* [PROBLEM TO WORK ON] Every record must be reproduced exactly. Leave none out.

[DATA EXTRACTS Boundary: Start]

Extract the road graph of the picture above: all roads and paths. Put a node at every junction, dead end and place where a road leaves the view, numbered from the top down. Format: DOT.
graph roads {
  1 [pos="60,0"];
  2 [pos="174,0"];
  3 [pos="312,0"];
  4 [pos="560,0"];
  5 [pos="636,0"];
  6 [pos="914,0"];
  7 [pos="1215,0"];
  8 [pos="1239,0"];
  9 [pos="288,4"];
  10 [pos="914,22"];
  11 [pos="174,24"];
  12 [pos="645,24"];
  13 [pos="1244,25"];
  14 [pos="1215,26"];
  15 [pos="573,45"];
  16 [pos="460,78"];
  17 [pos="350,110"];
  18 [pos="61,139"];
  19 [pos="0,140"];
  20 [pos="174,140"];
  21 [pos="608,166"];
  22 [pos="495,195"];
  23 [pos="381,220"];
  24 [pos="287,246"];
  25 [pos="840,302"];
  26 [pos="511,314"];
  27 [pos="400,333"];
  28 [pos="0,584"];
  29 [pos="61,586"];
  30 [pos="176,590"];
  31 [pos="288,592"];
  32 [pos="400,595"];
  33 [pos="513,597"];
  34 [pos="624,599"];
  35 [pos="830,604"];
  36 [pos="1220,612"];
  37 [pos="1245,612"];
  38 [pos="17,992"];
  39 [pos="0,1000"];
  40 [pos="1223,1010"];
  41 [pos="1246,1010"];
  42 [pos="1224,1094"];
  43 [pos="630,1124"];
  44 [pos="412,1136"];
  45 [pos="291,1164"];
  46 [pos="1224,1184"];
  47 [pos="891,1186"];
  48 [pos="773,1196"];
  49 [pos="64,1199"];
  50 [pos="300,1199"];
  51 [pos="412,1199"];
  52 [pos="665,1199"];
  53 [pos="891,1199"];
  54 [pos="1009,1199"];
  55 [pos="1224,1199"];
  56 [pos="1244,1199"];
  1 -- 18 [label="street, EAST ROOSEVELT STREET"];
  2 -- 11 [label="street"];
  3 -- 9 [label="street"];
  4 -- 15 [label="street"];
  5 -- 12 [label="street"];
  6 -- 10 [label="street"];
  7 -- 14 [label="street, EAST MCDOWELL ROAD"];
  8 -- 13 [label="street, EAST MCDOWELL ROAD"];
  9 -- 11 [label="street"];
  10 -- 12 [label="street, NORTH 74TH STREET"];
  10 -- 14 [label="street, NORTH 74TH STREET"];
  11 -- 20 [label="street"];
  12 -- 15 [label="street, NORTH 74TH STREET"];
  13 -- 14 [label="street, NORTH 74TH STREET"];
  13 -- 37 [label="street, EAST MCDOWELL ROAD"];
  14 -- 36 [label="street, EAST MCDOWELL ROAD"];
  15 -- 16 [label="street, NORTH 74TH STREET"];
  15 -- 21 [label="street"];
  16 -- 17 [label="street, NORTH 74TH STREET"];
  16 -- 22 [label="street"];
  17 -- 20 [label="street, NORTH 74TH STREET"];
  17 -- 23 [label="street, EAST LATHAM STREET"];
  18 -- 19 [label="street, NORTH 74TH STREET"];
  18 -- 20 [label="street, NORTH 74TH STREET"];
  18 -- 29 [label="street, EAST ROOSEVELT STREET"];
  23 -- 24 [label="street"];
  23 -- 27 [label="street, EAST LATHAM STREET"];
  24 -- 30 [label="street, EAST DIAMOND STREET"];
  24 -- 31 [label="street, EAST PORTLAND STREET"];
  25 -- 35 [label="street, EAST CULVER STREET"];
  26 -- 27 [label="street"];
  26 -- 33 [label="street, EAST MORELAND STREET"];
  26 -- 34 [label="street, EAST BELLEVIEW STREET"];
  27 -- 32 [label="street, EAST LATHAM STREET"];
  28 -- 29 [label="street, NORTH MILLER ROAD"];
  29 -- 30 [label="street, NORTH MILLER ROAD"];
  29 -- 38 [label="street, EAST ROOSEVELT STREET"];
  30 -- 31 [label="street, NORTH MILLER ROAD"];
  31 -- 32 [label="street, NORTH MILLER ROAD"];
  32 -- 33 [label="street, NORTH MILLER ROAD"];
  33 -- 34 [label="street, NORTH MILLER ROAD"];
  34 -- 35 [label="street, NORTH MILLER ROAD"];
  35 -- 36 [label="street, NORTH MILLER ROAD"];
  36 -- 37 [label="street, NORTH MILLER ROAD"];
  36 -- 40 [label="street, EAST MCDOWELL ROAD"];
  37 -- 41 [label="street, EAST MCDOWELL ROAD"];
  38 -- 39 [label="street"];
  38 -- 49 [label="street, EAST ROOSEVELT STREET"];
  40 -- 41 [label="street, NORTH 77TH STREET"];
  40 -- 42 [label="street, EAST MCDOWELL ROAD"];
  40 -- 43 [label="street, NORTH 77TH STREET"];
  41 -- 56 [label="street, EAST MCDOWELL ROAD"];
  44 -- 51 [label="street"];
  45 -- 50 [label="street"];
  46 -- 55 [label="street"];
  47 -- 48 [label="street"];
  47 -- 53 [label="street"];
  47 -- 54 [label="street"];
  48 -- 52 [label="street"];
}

[DATA EXTRACTS Boundary: End]

* [REPLY]
Extract the road graph of the picture above: all roads and paths. Put a node at every junction, dead end and place where a road leaves the view, numbered from the top down. Format: DOT.
graph roads {
  1 [pos="60,0"];
  2 [pos="174,0"];
  3 [pos="312,0"];
  4 [pos="560,0"];
  5 [pos="636,0"];
  6 [pos="914,0"];
  7 [pos="1215,0"];
  8 [pos="1239,0"];
  9 [pos="288,4"];
  10 [pos="914,22"];
  11 [pos="174,24"];
  12 [pos="645,24"];
  13 [pos="1244,25"];
  14 [pos="1215,26"];
  15 [pos="573,45"];
  16 [pos="460,78"];
  17 [pos="350,110"];
  18 [pos="61,139"];
  19 [pos="0,140"];
  20 [pos="174,140"];
  21 [pos="608,166"];
  22 [pos="495,195"];
  23 [pos="381,220"];
  24 [pos="287,246"];
  25 [pos="840,302"];
  26 [pos="511,314"];
  27 [pos="400,333"];
  28 [pos="0,584"];
  29 [pos="61,586"];
  30 [pos="176,590"];
  31 [pos="288,592"];
  32 [pos="400,595"];
  33 [pos="513,597"];
  34 [pos="624,599"];
  35 [pos="830,604"];
  36 [pos="1220,612"];
  37 [pos="1245,612"];
  38 [pos="17,992"];
  39 [pos="0,1000"];
  40 [pos="1223,1010"];
  41 [pos="1246,1010"];
  42 [pos="1224,1094"];
  43 [pos="630,1124"];
  44 [pos="412,1136"];
  45 [pos="291,1164"];
  46 [pos="1224,1184"];
  47 [pos="891,1186"];
  48 [pos="773,1196"];
  49 [pos="64,1199"];
  50 [pos="300,1199"];
  51 [pos="412,1199"];
  52 [pos="665,1199"];
  53 [pos="891,1199"];
  54 [pos="1009,1199"];
  55 [pos="1224,1199"];
  56 [pos="1244,1199"];
  1 -- 18 [label="street, EAST ROOSEVELT STREET"];
  2 -- 11 [label="street"];
  3 -- 9 [label="street"];
  4 -- 15 [label="street"];
  5 -- 12 [label="street"];
  6 -- 10 [label="street"];
  7 -- 14 [label="street, EAST MCDOWELL ROAD"];
  8 -- 13 [label="street, EAST MCDOWELL ROAD"];
  9 -- 11 [label="street"];
  10 -- 12 [label="street, NORTH 74TH STREET"];
  10 -- 14 [label="street, NORTH 74TH STREET"];
  11 -- 20 [label="street"];
  12 -- 15 [label="street, NORTH 74TH STREET"];
  13 -- 14 [label="street, NORTH 74TH STREET"];
  13 -- 37 [label="street, EAST MCDOWELL ROAD"];
  14 -- 36 [label="street, EAST MCDOWELL ROAD"];
  15 -- 16 [label="street, NORTH 74TH STREET"];
  15 -- 21 [label="street"];
  16 -- 17 [label="street, NORTH 74TH STREET"];
  16 -- 22 [label="street"];
  17 -- 20 [label="street, NORTH 74TH STREET"];
  17 -- 23 [label="street, EAST LATHAM STREET"];
  18 -- 19 [label="street, NORTH 74TH STREET"];
  18 -- 20 [label="street, NORTH 74TH STREET"];
  18 -- 29 [label="street, EAST ROOSEVELT STREET"];
  23 -- 24 [label="street"];
  23 -- 27 [label="street, EAST LATHAM STREET"];
  24 -- 30 [label="street, EAST DIAMOND STREET"];
  24 -- 31 [label="street, EAST PORTLAND STREET"];
  25 -- 35 [label="street, EAST CULVER STREET"];
  26 -- 27 [label="street"];
  26 -- 33 [label="street, EAST MORELAND STREET"];
  26 -- 34 [label="street, EAST BELLEVIEW STREET"];
  27 -- 32 [label="street, EAST LATHAM STREET"];
  28 -- 29 [label="street, NORTH MILLER ROAD"];
  29 -- 30 [label="street, NORTH MILLER ROAD"];
  29 -- 38 [label="street, EAST ROOSEVELT STREET"];
  30 -- 31 [label="street, NORTH MILLER ROAD"];
  31 -- 32 [label="street, NORTH MILLER ROAD"];
  32 -- 33 [label="street, NORTH MILLER ROAD"];
  33 -- 34 [label="street, NORTH MILLER ROAD"];
  34 -- 35 [label="street, NORTH MILLER ROAD"];
  35 -- 36 [label="street, NORTH MILLER ROAD"];
  36 -- 37 [label="street, NORTH MILLER ROAD"];
  36 -- 40 [label="street, EAST MCDOWELL ROAD"];
  37 -- 41 [label="street, EAST MCDOWELL ROAD"];
  38 -- 39 [label="street"];
  38 -- 49 [label="street, EAST ROOSEVELT STREET"];
  40 -- 41 [label="street, NORTH 77TH STREET"];
  40 -- 42 [label="street, EAST MCDOWELL ROAD"];
  40 -- 43 [label="street, NORTH 77TH STREET"];
  41 -- 56 [label="street, EAST MCDOWELL ROAD"];
  44 -- 51 [label="street"];
  45 -- 50 [label="street"];
  46 -- 55 [label="street"];
  47 -- 48 [label="street"];
  47 -- 53 [label="street"];
  47 -- 54 [label="street"];
  48 -- 52 [label="street"];
}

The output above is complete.